▸ Activity
For the material that follows, state how many lines contain the word "list", and add nothing.

▸ Data in this exercise
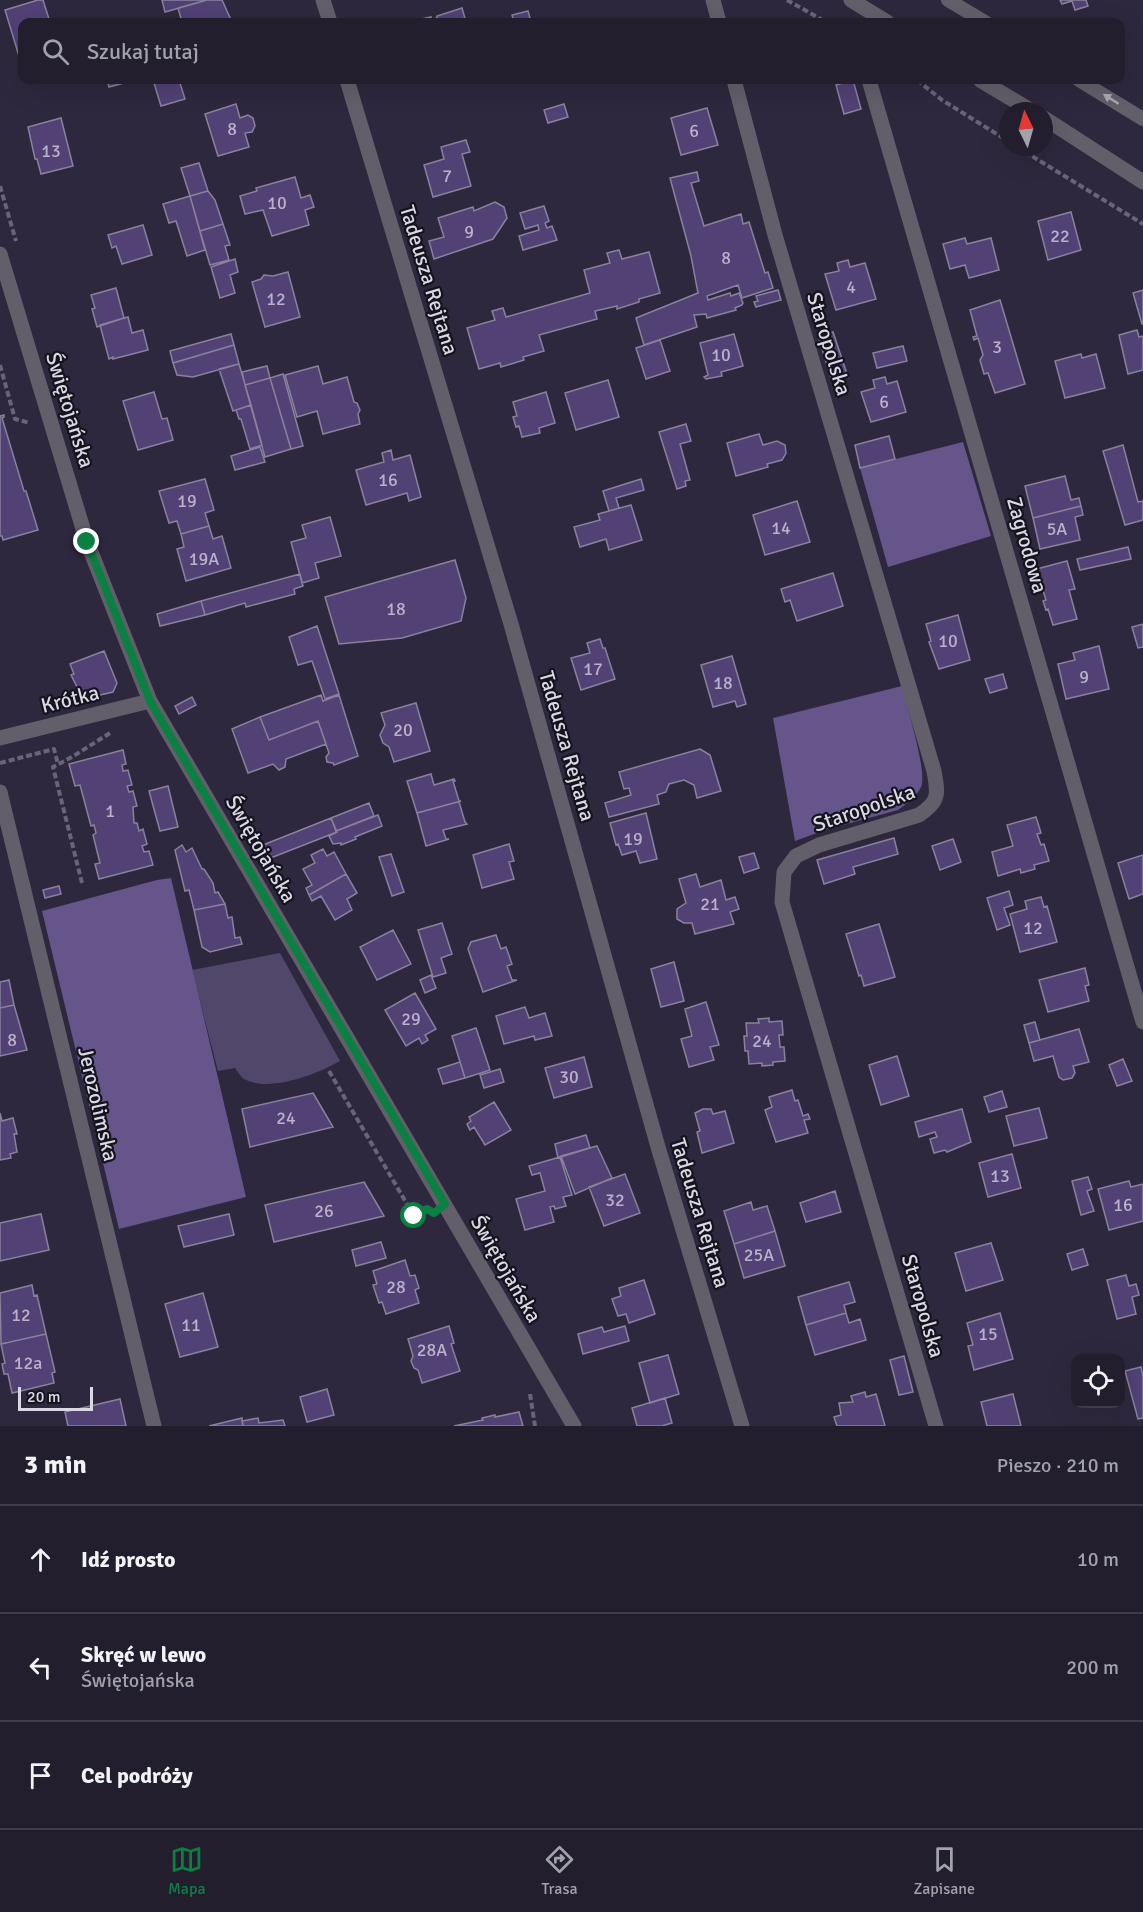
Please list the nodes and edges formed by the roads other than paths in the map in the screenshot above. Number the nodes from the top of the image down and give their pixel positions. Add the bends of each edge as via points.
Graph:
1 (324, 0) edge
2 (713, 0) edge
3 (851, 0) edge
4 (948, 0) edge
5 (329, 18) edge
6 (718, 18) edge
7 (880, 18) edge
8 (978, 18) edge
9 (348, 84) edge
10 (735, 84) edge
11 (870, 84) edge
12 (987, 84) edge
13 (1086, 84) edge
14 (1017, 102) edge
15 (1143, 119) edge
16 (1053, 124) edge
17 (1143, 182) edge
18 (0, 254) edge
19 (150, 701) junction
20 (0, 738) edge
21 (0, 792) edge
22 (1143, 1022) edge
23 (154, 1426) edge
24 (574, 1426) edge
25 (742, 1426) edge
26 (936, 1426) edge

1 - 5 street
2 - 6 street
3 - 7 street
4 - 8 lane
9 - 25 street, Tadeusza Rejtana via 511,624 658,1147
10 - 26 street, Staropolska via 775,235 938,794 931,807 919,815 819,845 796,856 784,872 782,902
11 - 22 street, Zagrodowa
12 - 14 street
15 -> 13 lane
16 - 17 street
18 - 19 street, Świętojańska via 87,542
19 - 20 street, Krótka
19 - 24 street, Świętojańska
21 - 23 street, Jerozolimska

==

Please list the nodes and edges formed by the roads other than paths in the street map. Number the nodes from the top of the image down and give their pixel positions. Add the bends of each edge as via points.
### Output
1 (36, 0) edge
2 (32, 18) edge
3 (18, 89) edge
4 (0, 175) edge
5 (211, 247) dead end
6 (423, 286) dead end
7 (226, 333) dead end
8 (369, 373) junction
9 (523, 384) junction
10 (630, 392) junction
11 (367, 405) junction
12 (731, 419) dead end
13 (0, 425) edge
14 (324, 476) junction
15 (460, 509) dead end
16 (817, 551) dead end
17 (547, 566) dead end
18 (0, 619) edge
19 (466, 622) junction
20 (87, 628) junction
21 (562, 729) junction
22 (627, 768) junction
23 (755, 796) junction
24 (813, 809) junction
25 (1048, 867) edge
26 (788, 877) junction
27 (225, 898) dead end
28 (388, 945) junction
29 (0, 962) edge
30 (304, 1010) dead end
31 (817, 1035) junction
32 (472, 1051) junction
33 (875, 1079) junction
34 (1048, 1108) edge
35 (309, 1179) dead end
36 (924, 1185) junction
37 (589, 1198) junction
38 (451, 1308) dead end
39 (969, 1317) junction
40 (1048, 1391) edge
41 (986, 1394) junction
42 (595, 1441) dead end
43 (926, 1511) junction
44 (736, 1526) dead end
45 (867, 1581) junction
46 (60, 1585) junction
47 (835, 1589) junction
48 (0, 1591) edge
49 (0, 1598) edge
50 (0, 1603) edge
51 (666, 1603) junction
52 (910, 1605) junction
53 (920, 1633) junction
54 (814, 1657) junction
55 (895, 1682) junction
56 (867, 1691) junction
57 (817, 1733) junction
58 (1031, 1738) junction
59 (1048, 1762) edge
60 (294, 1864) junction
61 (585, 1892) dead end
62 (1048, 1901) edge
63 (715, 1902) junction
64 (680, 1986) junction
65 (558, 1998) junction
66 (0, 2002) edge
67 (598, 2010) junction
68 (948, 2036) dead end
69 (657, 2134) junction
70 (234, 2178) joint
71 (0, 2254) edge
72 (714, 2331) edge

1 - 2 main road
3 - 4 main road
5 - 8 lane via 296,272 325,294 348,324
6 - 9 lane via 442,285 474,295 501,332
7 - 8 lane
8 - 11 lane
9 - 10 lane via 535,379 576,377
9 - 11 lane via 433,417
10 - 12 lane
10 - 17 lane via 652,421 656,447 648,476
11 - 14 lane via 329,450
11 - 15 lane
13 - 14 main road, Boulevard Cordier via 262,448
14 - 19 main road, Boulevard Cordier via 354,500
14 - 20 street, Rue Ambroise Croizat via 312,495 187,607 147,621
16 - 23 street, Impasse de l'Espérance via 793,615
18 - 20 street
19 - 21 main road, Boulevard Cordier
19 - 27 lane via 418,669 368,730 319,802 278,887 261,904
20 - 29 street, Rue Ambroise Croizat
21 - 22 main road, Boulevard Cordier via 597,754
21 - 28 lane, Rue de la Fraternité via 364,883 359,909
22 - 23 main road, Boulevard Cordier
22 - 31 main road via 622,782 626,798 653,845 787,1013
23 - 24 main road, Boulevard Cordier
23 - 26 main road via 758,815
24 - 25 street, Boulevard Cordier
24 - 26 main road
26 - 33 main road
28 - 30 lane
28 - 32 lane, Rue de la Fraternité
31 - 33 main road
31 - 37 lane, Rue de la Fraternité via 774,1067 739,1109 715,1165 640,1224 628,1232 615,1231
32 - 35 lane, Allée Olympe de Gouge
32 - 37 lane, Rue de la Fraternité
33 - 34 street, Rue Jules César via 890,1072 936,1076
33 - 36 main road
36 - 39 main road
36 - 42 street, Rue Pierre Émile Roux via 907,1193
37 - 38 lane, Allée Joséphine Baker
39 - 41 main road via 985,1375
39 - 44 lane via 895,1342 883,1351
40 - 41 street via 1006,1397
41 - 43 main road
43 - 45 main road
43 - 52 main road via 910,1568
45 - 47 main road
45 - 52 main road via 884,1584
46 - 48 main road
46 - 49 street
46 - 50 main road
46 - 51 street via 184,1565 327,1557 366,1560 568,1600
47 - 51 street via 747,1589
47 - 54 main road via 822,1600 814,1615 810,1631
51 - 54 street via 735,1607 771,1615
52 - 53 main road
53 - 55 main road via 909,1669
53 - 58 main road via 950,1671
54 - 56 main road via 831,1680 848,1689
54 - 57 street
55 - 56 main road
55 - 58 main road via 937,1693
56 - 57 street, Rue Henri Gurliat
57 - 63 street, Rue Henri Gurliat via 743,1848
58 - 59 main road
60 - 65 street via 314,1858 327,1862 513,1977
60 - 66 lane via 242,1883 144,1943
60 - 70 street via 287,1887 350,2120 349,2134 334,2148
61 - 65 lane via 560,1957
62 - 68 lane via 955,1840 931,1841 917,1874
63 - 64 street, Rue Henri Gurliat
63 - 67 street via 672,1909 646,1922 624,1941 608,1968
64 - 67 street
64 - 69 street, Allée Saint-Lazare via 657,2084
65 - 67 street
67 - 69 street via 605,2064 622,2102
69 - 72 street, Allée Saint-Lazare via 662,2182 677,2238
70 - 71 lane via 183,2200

* * *

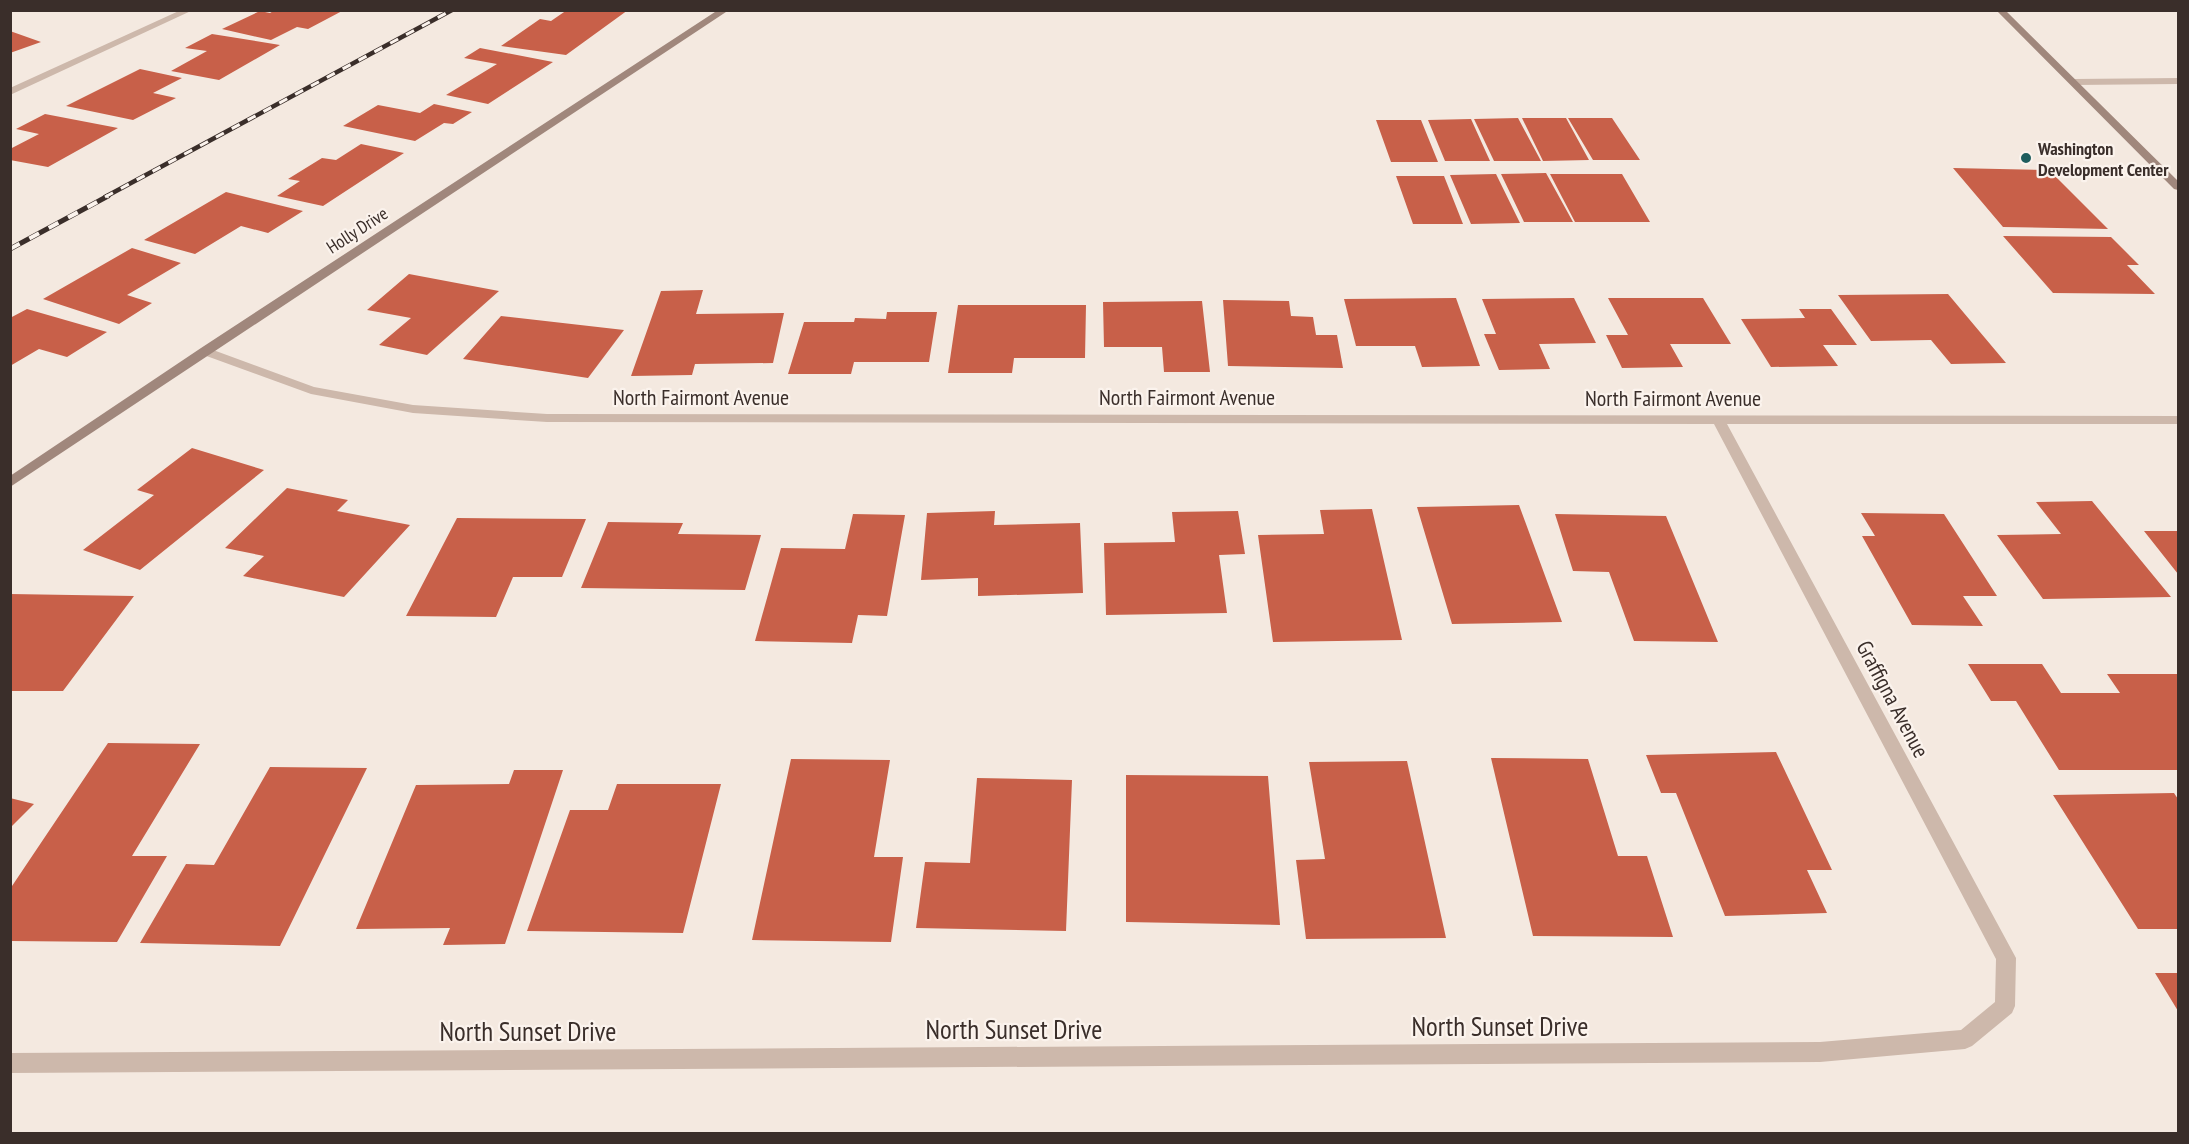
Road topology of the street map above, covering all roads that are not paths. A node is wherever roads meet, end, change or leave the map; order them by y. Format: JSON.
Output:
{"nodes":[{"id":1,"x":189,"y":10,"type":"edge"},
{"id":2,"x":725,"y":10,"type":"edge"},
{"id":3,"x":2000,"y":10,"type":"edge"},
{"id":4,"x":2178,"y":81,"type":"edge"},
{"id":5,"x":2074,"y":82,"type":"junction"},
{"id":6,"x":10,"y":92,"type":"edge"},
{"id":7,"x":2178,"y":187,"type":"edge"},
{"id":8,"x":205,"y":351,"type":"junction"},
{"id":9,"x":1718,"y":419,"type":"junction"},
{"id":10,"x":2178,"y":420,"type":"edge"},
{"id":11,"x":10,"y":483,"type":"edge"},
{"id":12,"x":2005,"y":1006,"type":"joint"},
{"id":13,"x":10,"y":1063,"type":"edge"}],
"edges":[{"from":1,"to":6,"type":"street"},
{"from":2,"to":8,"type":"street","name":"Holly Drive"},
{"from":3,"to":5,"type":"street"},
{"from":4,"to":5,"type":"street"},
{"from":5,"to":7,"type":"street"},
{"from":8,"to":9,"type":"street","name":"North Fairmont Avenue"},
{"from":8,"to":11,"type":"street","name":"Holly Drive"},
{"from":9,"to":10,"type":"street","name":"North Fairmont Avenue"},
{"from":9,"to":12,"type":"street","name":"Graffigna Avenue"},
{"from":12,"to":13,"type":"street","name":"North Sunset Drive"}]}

▸ Exercise output
2